Long Covid shares many of the same “terrible debilitating symptoms”—heart palpitations, crippling fatigue, extreme brain fog, shortness of breath—reported by those with autoimmune diseases, according to a podcast conversation between Ross Douthat and Meghan O’Rourke, writers for the New York Times, the Atlantic and elsewhere. Long Covid symptoms have occurred in up to 30% of those infected by the virus—more often in younger patients, and in some who had mild cases of the disease.

Of the four patients in Miller’s NIH study, a 68-year-old woman who reported insomnia, a tight feeling in her face, and “eyes so dry that no amount of artificial tears could stop the burn,” received a diagnosis of Sjogren’s syndrome.  Another, age 59, also had eye symptoms—with her vision in one eye going black for several seconds and afterwards her eyes visibly bulging. The diagnosis was thyroid eye disease, most often seen in patients with one of two autoimmune disorders: Graves’ disease and Hashimoto’s thyroiditis.

Ulcerative colitis, an inflammatory bowel disease, was the diagnosis for the 70-year old NIH patient after what he thought was a stomach bug didn’t go away. And giant cell arteritis (GCA), which affects blood vessels in the head, neck and arms, was the diagnosis in a 77-year old patient, making her arms feel so heavy she struggled to brush her teeth. In a separate report of a Maine potter, age 93, the diagnosis of polymyalgia rheumatica—inflammation causing muscle pain and stiffness—often appears concurrently with GCA, also in people age 50 and older.
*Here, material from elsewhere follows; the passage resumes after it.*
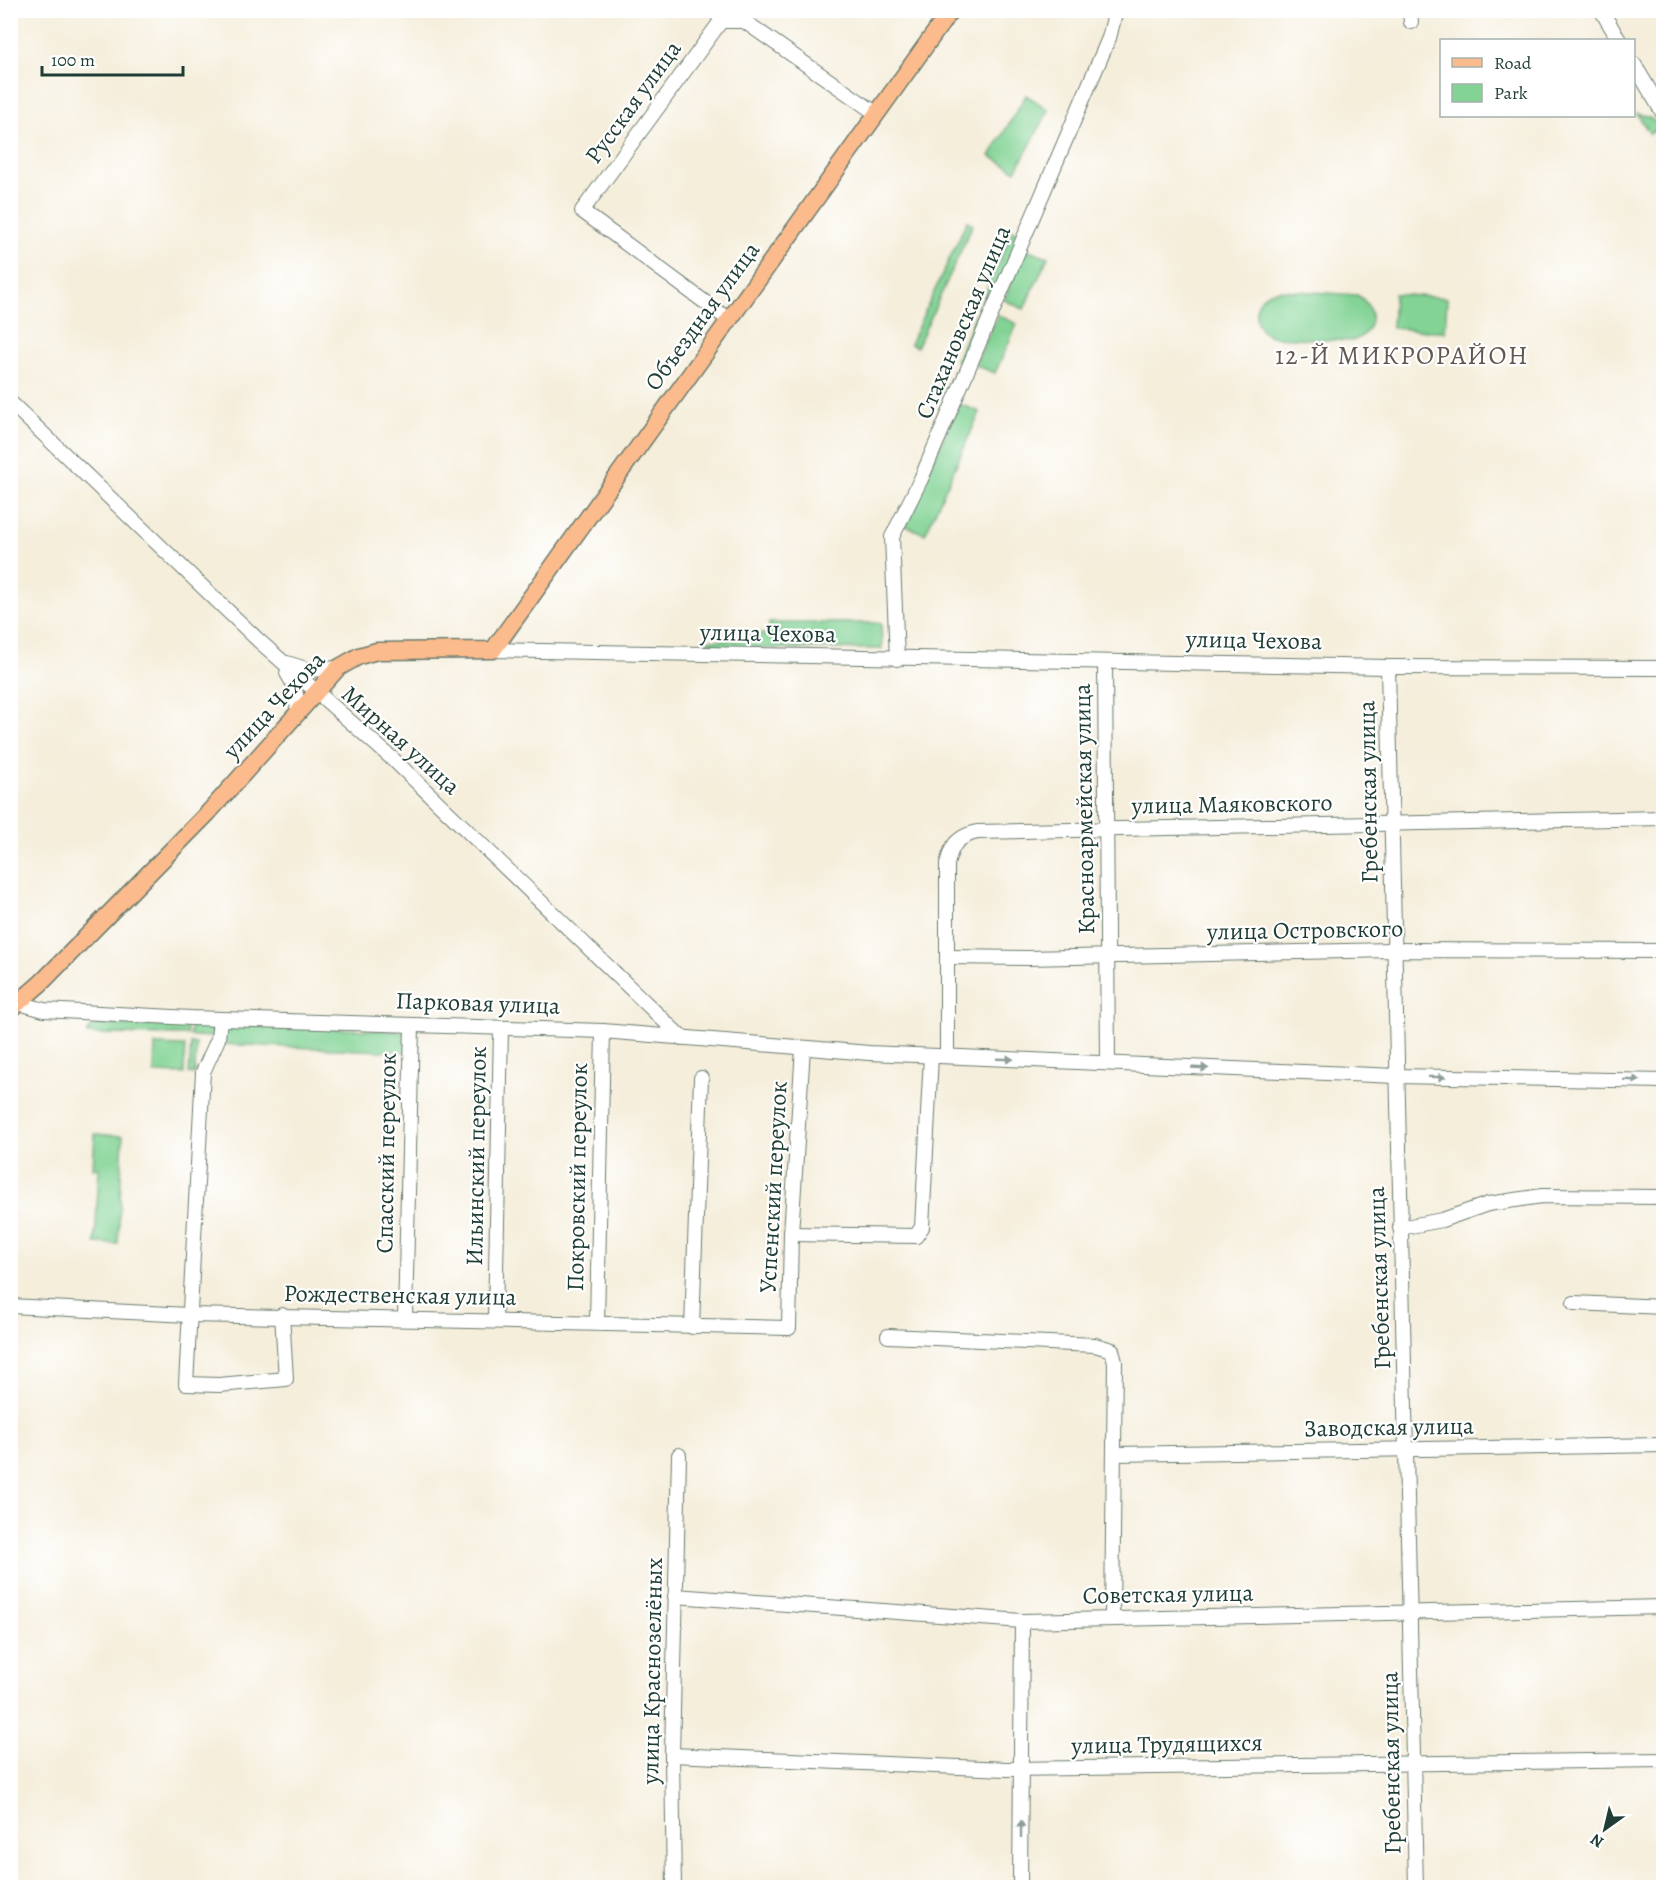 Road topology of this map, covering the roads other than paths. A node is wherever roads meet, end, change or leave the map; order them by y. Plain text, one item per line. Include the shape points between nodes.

Environmental triggers of autoimmunity include viruses and bacteria—but also pollutants and even specific foods that activate the immune system. Gluten is the trigger for Celiac disease; the Epstein-Barr virus for both MS and CFS (chronic fatigue syndrome); and cigarette smoke for rheumatoid arthritis.

The triggers can act by turning on inherited genes that make some individuals more susceptible to developing autoimmunity.  Several diseases, such as rheumatoid arthritis, are more prevalent in people with variants of the HLA-B gene—in particular, the HLA-B27 variant, which occurs in 8 of every 100 people, though far fewer than that number have developed related autoimmune disorders.

In my family, with no history of autoimmune disease, two women in their twenties developed autoimmune conditions linked to that variant—ankylosing spondylitis, which can cause spine pain and swelling in the eyes; and lichen sclerosis. Their mother’s testing showed she also had the variant, though by age 65 she had no indication of autoimmune problems.

As happened with the two young women, symptoms of autoimmunity can come and go, and they can be mild. I only discovered long after getting to know two friends that one has Hashimoto’s and the other Sjogren’s syndrome. And genetic links are still emerging: for another friend who has Ehlers Danlos hypermobility, researchers suspect connections to genetic variants that have been found in rare forms of this disease.

The most important lesson came for me, in the same family of my relatives—with the two young women and their mother—when a 70-year-old brother developed debilitating lung issues following a serious winter bout of pneumonia. After months of tests, the most likely diagnosis involved an autoimmune reaction—especially after his symptoms responded to steroid medications, the standard first-line treatment for autoimmune disease.

—Mary Carpenter regularly reports on topical subjects in health and medicine.